Rather, Saadeh posits that human society is oriented toward the triad as an integrated whole, collectively striving toward its realization. This orientation is underpinned by a dynamic reciprocity: beauty attracts the human sensibility toward truth, truth orients action toward goodness, and goodness, in turn, restores and reaffirms beauty within the world. In this sense, the triad constitutes an indivisible unity, each element reinforcing and sustaining the others within a continuous cycle of human and social becoming.

For Antun Saadeh, the triad of truth, goodness, and beauty also assumes a distinctly revolutionary valence. These values function not merely as normative ideals but as catalysts for transformative action: they impel individuals and societies to reassess entrenched conditions, contest the fait accompli, and pursue progressive change despite adverse circumstances. He openly attacked those who “sought to impair the central reality of society by claiming that it does not have the ability to recognize, on its own, truth, goodness and beauty.” Thus, within the framework of Antun Saadeh, the pursuit of the triad presupposes at least two enduring constants: faith and perseverance. The capacity of a society to rise and inaugurate a renewed historical trajectory depends fundamentally on a cultivated sense of self-confidence and a deeply held conviction that its cause embodies the plenitude of truth, goodness, and beauty. As sayeth Saadeh, “Any acknowledgment on our part of truth, goodness and beauty in the world is conditional upon our own ability to discern that truth, that goodness and that beauty, or partake of their sensibility.”
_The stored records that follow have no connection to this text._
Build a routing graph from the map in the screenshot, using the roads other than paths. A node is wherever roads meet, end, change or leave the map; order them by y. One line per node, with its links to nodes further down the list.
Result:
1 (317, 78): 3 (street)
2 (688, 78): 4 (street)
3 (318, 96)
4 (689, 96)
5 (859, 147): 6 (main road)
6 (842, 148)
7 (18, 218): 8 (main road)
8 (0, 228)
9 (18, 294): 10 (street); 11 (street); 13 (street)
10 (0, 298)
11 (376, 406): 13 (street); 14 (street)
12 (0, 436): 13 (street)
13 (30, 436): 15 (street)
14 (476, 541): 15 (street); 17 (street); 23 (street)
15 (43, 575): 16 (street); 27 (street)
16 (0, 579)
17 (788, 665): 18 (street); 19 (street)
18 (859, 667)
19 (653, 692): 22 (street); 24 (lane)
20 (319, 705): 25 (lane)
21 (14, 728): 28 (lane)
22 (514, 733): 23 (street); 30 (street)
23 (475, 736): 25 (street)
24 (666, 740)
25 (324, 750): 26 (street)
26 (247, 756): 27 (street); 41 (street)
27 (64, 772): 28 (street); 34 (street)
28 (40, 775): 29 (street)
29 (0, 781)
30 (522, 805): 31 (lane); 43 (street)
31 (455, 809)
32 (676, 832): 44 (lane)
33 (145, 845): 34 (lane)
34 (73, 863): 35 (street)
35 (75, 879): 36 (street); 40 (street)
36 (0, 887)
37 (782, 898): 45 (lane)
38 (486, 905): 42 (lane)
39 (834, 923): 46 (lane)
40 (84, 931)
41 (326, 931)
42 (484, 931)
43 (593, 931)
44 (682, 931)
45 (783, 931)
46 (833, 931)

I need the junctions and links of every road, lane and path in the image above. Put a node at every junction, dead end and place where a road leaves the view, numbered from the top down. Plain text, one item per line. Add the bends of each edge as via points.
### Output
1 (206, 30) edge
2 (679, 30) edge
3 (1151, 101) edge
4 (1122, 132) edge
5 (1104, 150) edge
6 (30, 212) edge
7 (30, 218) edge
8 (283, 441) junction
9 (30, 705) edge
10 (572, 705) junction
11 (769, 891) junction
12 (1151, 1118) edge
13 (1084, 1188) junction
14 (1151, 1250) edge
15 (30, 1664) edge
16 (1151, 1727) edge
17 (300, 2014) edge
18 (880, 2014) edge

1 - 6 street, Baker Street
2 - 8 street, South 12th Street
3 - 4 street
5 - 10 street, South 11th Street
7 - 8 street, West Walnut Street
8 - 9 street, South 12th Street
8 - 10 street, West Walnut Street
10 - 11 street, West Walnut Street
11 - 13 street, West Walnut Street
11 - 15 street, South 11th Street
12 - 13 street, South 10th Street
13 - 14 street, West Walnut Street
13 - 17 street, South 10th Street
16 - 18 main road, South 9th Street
Furthermore, in the thought of Antun Saadeh, truth, goodness, and beauty are conceived as interactive values operative at both the individual and the national levels. Their realization unfolds through reciprocal processes that link personal formation with collective life. Consequently, the ethos of any given society cannot be understood as wholly autonomous or insulated from the ethical and cultural formations of other societies. Yet this interdependence does not justify the imposition or uncritical transplantation of one society’s ethos onto another; rather, each society must articulate and cultivate these values in accordance with its own historical and existential conditions: “If we cannot see truth, or goodness or beauty ourselves we cannot possibly see the truth, goodness and beauty proclaimed by any other ethos. We have our own truth, goodness and beauty to perceive or to partake in their awareness: they must never be imposed on us because we possess a conscious, perceptive and a probing ethos that can discern these values (truth, goodness and beauty) and share in seeing them with its own capacity and its own spiritual, intellectual and emotional independence.”

In sum, within the framework of Antun Saadeh’s thought, the triad of truth, goodness, and beauty functions as a source of ultimate meaning for individual human existence. Saadeh appears to have been among the first Syrian thinkers to systematically foreground this triad as an integral component of his philosophical system, approaching it from a societal rather than a transcendental standpoint.